Pertencente a um tempo em que a pintura não perdera ainda para a fotografia a sua capacidade de agarrar a realidade, nem fora ultrapassada pelo cinema na ficção histórica, ainda segundo Schjeldahl, "Guernica" regressou ao estúdio do pintor depois da Exposição de Paris, mas, como já era famosa, começou a contribuir para os esforços de guerra com uma intensa digressão. Escandinávia, Inglaterra e depois a costa Oeste dos Estados Unidos. Em Manchester, em 1939, lembrava a revista Tiempo (Novembro de 2008), os visitantes deixaram ainda junto ao quadro sapatos para os combatentes republicanos.

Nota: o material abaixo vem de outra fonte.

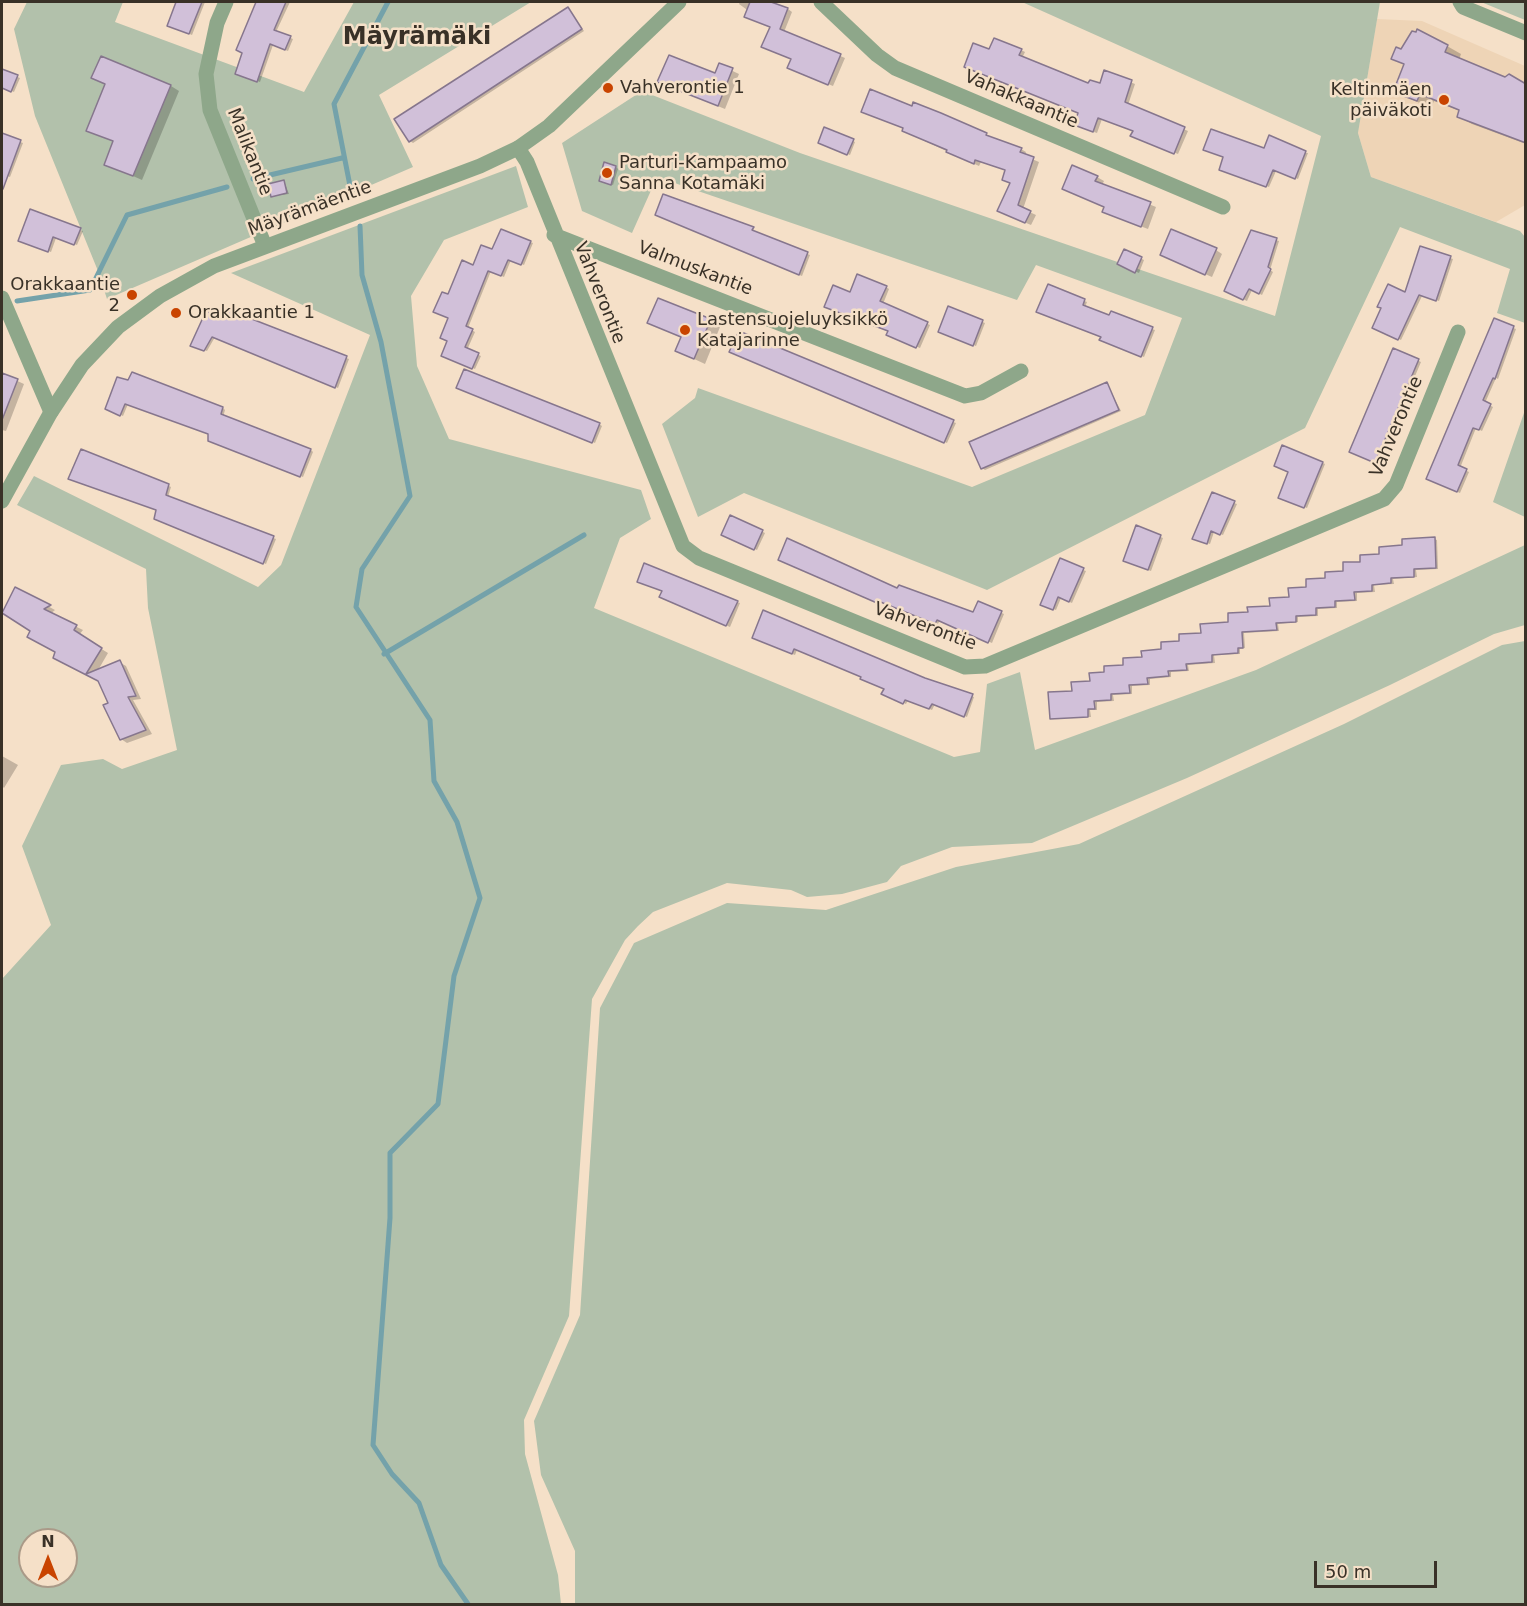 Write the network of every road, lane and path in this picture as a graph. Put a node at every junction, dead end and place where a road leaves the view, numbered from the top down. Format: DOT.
graph roads {
  1 [pos="226,2"];
  2 [pos="679,2"];
  3 [pos="821,2"];
  4 [pos="1460,2"];
  5 [pos="1526,33"];
  6 [pos="518,148"];
  7 [pos="1223,207"];
  8 [pos="554,235"];
  9 [pos="265,246"];
  10 [pos="2,298"];
  11 [pos="1458,332"];
  12 [pos="1021,371"];
  13 [pos="51,412"];
  14 [pos="2,501"];
  1 -- 9 [label="street, Malikantie"];
  2 -- 6 [label="street, Mäyrämäentie"];
  3 -- 7 [label="street, Vahakkaantie"];
  4 -- 5 [label="street"];
  6 -- 8 [label="street, Vahverontie"];
  6 -- 9 [label="street, Mäyrämäentie"];
  8 -- 11 [label="street, Vahverontie"];
  8 -- 12 [label="street, Valmuskantie"];
  9 -- 13 [label="street, Mäyrämäentie"];
  10 -- 13 [label="street"];
  13 -- 14 [label="street, Mäyrämäentie"];
}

Entretanto estalou a Segunda Guerra Mundial e Picasso, com a França ocupada, decidiu que a obra seria confiada ao Museu de Arte Moderna de Nova Iorque (MoMA), apesar de continuar a viajar. Em 1953 foi exposta em Itália e depois no Brasil; dois anos mais tarde faria outra tournée por sete países europeus. Os especialistas estimam que em 20 anos tenha sido enrolada cerca de 50 vezes. "Foi o que provocou os danos mais sérios à pintura", explica Gómez-Tejedor. "O próprio Picasso preocupou-se muito com o seu estado de conservação e aplicou um fixador sobre a camada pictórica e uma cera resinosa no verso. Este tratamento estabilizou o quadro, mas modificou o seu aspecto e o seu comportamento - o suporte [uma tela de linho e cânhamo] tornou-se mais rígido e, por isso, mais sensível às vibrações."

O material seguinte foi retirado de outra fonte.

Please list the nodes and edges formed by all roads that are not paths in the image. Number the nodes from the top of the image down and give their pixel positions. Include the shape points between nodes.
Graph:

"Guernica" ficou no MoMA mais de 40 anos. Chegou a Espanha em 1981, quatro anos depois das primeiras eleições democráticas. Nos jornais o então ministro da Cultura, Íñigo Cavero, falava do "regresso a casa" do "último exilado", apesar de a obra nunca antes ter estado no país. O El País de 11 de Setembro contava em detalhe a "operação de resgate" que levara a pintura do MoMA para o Casón del Buen Retiro, edifício junto ao Prado, onde passou a estar exposta numa vitrina climatizada e à prova de bala, permanentemente protegida pela Guarda Civil: veículos escoltados pela polícia de Nova Iorque nas ruas de Manhattan; sete horas de voo a bordo do 747 Lope de Vega, a que o comandante da Iberia passou a chamar "Guernica II"; agentes à paisana entre os passageiros...

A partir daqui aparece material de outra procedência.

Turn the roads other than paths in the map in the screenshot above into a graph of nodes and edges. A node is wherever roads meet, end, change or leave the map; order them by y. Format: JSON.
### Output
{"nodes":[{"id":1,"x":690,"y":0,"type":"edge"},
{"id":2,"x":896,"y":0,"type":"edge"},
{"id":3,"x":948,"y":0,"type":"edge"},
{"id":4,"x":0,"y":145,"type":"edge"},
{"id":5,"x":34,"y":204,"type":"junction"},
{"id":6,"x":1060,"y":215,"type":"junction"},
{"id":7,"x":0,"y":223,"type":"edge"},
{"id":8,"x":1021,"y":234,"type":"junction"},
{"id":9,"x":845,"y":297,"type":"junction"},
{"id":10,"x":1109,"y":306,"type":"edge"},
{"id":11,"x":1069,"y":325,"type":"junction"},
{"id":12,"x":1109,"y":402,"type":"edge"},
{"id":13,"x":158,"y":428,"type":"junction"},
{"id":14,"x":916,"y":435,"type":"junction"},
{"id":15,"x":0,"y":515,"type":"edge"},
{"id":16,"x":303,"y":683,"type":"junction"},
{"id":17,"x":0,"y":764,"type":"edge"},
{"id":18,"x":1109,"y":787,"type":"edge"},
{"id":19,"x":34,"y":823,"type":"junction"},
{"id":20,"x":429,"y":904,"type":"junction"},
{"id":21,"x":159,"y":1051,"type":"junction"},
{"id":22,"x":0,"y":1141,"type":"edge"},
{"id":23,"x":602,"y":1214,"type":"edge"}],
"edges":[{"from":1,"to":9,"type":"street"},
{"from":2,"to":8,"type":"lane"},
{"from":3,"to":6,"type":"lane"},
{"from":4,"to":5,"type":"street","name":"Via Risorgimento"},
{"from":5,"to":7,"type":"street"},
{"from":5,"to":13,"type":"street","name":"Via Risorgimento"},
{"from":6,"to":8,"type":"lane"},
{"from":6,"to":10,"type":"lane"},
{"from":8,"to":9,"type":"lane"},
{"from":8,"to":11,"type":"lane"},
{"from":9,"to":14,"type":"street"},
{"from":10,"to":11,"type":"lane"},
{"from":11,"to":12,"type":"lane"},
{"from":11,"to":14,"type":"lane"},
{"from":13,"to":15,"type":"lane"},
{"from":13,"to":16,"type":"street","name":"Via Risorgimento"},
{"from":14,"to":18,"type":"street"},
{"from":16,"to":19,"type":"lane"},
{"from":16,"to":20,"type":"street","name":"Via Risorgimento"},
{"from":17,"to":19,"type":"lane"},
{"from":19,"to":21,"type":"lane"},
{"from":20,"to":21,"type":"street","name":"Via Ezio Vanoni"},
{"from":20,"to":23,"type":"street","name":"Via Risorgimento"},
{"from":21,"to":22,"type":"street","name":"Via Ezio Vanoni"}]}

"Guernica" está no Museu Rainha Sofia desde 1992, depois de um percurso atribulado que até pôs Picasso a escrever cartas ao MoMA, no final dos anos 60, em que deixava bem claro que a obra só devia ser enviada para Espanha quando fossem restauradas as "liberdades públicas".
Hoje, a obra que pintou, frenético, depois de um bombardeamento no País Basco, está a ser meticulosamente fotografada por um robot que, segundo o El País, terá custado 400 mil euros (o mecenas, a Telefónica, não revela custos). O touro, o cavalo e a mulher que chora estão sob uma "lupa" gigante.